So, that’s the G6E Turbo. You can pick it by the rear lip spoiler and the deep ‘cat-fish’ grille particular to the G-series. While perhaps not as arresting as the superbly penned, dynamic lines of the Holden VE series, Ford’s G6E is a handsome machine from any angle.

We can only hope that the nonsense occurring in the petrol market does not inflict further damage on the large car segment and catch Ford's new FG lineup in the wreckage.
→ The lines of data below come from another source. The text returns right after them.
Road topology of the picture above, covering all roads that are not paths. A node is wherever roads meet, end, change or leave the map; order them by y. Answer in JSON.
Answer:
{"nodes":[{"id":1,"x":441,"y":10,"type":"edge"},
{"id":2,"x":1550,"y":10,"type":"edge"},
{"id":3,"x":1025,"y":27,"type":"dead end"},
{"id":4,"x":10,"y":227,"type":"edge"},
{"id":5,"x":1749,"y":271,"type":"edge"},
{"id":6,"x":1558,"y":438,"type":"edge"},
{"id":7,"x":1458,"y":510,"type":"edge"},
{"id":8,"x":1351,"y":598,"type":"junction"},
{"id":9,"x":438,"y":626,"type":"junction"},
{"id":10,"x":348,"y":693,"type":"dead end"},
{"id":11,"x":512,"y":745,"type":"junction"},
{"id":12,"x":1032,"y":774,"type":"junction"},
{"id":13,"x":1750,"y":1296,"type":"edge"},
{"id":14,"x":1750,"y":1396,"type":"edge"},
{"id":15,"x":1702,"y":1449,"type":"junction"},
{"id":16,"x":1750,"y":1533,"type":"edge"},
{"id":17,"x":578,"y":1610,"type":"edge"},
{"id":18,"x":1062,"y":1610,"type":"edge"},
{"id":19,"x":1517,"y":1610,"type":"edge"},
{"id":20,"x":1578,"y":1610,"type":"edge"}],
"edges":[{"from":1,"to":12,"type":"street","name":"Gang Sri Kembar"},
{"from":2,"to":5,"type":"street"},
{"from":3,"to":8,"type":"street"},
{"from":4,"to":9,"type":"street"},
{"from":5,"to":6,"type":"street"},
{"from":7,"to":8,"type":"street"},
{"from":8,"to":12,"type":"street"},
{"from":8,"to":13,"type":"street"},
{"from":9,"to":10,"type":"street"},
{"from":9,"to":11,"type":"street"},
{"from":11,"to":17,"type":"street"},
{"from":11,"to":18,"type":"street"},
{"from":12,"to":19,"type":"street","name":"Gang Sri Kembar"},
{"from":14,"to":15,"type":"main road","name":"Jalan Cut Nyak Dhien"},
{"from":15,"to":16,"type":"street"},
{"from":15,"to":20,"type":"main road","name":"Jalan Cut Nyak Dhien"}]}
This car, the G6E Turbo, is the duck's guts.

- The Insider

insider-likes

  • Superb, beautifully balanced engine
  • Mountainous kilowatts and torque
  • Dynamic handling and advanced suspension
  • Stylish interior
  • Frugal fuel consumption (for such a big, powerful car)

insider-dislikes1

  • Handing the keys back
  • No manual option on the G6E Turbo
  • 'Evolved' styling may not set the X and G Series enough apart from the BF
 

The Insider's big statement:

“The G6E Turbo could be the best car we've ever produced in this country. If you want or need a large strong car, you'd be nuts to choose a 4WD SUV 'brick on wheels' over any of the G or X Series Falcon range: more comfortable, faster, more stylish, more fun to drive, and more economical at the pump.”

specs2

Model: G6E Turbo

Type and capacity: I6 Direct injection variable camshaft timing (DI-VCT) 3984cc

Valve system: 24 valve DOHC

Maximum power: 270kW @ 5250 rpm

Maximum torque: 533Nm @ 2000rpm - 4750rpm

Fuel System: Sequential multi-point electronic fuel injection

Turbo boost pressure: 0.7 bar (maximum)

Bore x stroke: 92.26 x 99.31mm

Compression ratio: 8.8:1

0–100 km/h: 5.1 seconds (reported, not confirmed)

Transmission: ZF Six-speed automatic with sequential sports shift

Steering: Forward-mounted power assisted rack and pinion (variable ratio)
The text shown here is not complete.